On Friday, the US Environmental Protection Agency (EPA) “accused the German automaker of using software to detect when the car is undergoing its periodic state emissions testing. Only during such tests are the cars’ full emissions control systems turned on. During normal driving situations, the controls are turned off, allowing the cars to spew as much as 40 times as much pollution as allowed under the Clean Air Act, the E.P.A. said.” (NY Times coverage) The motivation for the “defeat device” was improved performance, although I haven’t seen whether “performance” in this case means faster acceleration or better fuel mileage.
So what does this have to do with voting?
For as long as I’ve been involved in voting (about a decade), technologists have expressed concerns about “logic and accuracy” (L&A) testing, which is the technique used by election officials to ensure that voting machines are working properly prior to election day. In some states, such tests are written into law; in others, they are common practice. But as is well understood by computer scientists (and doubtless scientists in other fields), testing can prove presence of flaws, but not their absence.
In particular, computer scientists have noted that clever (that is, malicious) software in a voting machine could behave “correctly” when it detects that L&A testing is occurring, and revert to its improper behavior when L&A testing is complete. Such software could be introduced anywhere along the supply chain – by the vendor of the voting system, by someone in an elections office, or by an intruder who installs malware in voting systems without the knowledge of the vendor or elections office. It really doesn’t matter who installs it – just that the capability is possible.
It’s not all that hard to write software that detects whether a given use is for L&A or a real election. L&A testing frequently follows patterns, such as its use on dates other than the first Tuesday in November, or by patterns such as three Democratic votes, followed by two Republican votes, followed by one write-in vote, followed by closing the election.
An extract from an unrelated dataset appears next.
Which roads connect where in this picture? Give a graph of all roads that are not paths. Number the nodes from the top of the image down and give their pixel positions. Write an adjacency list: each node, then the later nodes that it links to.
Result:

And the malicious software doesn’t need to decide a priori if a given series of votes is L&A or a real election – it can make the decision when the election is closed down, and erase any evidence of the real votes.
Such concerns have generally been dismissed in the debate about voting system security. But with all-electronic voting systems, especially Digital Recording Electronic (DRE) machines (such as the touch-screen machines common in many states), this threat has always been present.
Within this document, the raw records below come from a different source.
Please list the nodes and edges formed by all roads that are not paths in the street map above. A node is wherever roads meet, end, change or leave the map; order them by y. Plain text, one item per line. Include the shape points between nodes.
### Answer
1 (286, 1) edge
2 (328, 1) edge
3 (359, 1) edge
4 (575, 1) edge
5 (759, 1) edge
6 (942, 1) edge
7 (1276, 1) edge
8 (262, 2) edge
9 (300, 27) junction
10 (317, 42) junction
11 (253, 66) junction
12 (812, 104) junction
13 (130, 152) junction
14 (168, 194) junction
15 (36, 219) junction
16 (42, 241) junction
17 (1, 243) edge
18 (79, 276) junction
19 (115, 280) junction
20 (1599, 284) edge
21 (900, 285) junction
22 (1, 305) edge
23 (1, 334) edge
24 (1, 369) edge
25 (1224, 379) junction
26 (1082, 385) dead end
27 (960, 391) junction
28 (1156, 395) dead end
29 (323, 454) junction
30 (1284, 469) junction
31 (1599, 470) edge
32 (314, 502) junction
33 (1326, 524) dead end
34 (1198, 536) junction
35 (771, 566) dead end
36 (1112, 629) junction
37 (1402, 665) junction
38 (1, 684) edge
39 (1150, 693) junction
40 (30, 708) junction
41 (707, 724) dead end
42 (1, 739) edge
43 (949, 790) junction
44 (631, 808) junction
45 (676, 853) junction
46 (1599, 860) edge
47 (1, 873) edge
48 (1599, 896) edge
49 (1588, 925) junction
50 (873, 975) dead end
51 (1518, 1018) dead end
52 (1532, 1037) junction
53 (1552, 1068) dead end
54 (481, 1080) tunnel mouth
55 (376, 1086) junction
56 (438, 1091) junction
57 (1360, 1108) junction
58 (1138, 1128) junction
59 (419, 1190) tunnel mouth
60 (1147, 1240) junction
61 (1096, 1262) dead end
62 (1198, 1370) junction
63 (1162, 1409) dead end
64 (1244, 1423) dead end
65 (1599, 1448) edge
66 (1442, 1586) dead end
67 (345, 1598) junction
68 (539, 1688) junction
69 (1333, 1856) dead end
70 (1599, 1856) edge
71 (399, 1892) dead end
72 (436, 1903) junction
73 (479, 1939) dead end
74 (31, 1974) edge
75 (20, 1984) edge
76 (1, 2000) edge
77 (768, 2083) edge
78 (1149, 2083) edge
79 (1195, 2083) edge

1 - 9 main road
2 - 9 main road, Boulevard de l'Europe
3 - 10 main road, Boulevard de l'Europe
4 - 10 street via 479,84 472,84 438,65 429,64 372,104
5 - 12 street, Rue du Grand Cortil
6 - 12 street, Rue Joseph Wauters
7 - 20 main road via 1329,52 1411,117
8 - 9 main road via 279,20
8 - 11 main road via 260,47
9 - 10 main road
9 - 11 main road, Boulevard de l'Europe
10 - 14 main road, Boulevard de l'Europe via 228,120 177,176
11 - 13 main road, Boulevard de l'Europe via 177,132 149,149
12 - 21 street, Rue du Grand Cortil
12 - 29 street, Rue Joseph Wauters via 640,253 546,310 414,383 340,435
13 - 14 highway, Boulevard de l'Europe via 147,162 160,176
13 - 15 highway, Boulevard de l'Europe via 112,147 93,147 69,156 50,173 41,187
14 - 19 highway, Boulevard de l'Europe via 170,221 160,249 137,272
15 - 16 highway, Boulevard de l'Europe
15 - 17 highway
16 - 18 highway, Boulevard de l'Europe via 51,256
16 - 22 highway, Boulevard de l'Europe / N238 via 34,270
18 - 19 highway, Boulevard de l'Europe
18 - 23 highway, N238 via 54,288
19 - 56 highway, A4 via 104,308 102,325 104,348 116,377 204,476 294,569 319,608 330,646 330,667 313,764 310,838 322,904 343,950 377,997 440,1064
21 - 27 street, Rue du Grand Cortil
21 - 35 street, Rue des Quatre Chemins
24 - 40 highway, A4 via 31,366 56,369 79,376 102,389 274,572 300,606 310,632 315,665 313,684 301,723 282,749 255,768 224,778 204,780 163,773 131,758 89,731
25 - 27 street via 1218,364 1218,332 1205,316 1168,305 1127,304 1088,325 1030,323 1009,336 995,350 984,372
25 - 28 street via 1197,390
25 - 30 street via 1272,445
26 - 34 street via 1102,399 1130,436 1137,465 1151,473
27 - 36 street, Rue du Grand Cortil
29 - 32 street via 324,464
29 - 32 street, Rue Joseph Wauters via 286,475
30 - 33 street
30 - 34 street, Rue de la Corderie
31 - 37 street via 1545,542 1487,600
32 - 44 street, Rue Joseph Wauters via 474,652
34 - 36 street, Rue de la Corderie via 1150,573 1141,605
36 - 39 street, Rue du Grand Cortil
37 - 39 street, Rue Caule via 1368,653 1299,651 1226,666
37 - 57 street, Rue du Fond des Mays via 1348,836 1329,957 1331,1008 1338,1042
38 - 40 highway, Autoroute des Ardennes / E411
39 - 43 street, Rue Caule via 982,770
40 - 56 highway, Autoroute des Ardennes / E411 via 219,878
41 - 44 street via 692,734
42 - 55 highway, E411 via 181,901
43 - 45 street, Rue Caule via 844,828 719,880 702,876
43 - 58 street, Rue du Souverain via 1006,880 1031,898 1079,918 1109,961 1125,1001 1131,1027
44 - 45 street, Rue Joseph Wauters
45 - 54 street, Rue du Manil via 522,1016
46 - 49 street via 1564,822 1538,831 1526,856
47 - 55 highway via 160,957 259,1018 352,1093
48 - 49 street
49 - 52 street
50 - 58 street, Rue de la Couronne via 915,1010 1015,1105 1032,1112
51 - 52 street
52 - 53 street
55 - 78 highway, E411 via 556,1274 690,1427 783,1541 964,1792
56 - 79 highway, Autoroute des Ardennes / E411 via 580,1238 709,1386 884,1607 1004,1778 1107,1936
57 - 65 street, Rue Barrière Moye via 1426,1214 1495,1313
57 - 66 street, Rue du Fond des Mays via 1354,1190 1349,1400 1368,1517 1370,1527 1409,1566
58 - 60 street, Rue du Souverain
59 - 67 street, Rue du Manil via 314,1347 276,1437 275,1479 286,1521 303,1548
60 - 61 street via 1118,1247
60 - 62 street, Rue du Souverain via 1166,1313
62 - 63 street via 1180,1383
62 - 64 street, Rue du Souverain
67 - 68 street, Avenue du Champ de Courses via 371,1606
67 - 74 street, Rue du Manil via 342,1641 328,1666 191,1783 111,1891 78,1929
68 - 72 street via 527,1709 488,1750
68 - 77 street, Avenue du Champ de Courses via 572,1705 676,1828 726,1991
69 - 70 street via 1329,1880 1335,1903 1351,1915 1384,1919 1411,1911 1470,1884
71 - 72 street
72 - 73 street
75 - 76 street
And now, we have evidence “in the wild” that the threat can occur. In this case, the vendor (Volkswagen) deliberately introduced software that detected whether it was in test mode or operational mode, and adjusted behavior accordingly. Since the VW software had to prospectively make the decision whether to behave in test mode as the car engine is operating, this is far more difficult than a voting system, where the decision can be made retrospectively when the election is closed.
In the case of voting, the best solution today is optical scanned paper ballots. That way, we have “ground truth” (the paper ballots) to compare to the reported totals.
The bottom line: it’s far too easy for software to detect its own usage, and change behavior accordingly. When the result is increased pollution or a tampered election, we can’t take the risk.
Postscript: A colleague pointed out that malware has for years behaved differently when it “senses” that it’s being monitored, which is largely a similar behavior. In the VW and voting cases, though, the software isn’t trying to prevent being detected directly; it’s changing the behavior of the systems when it detects that it’s being monitored.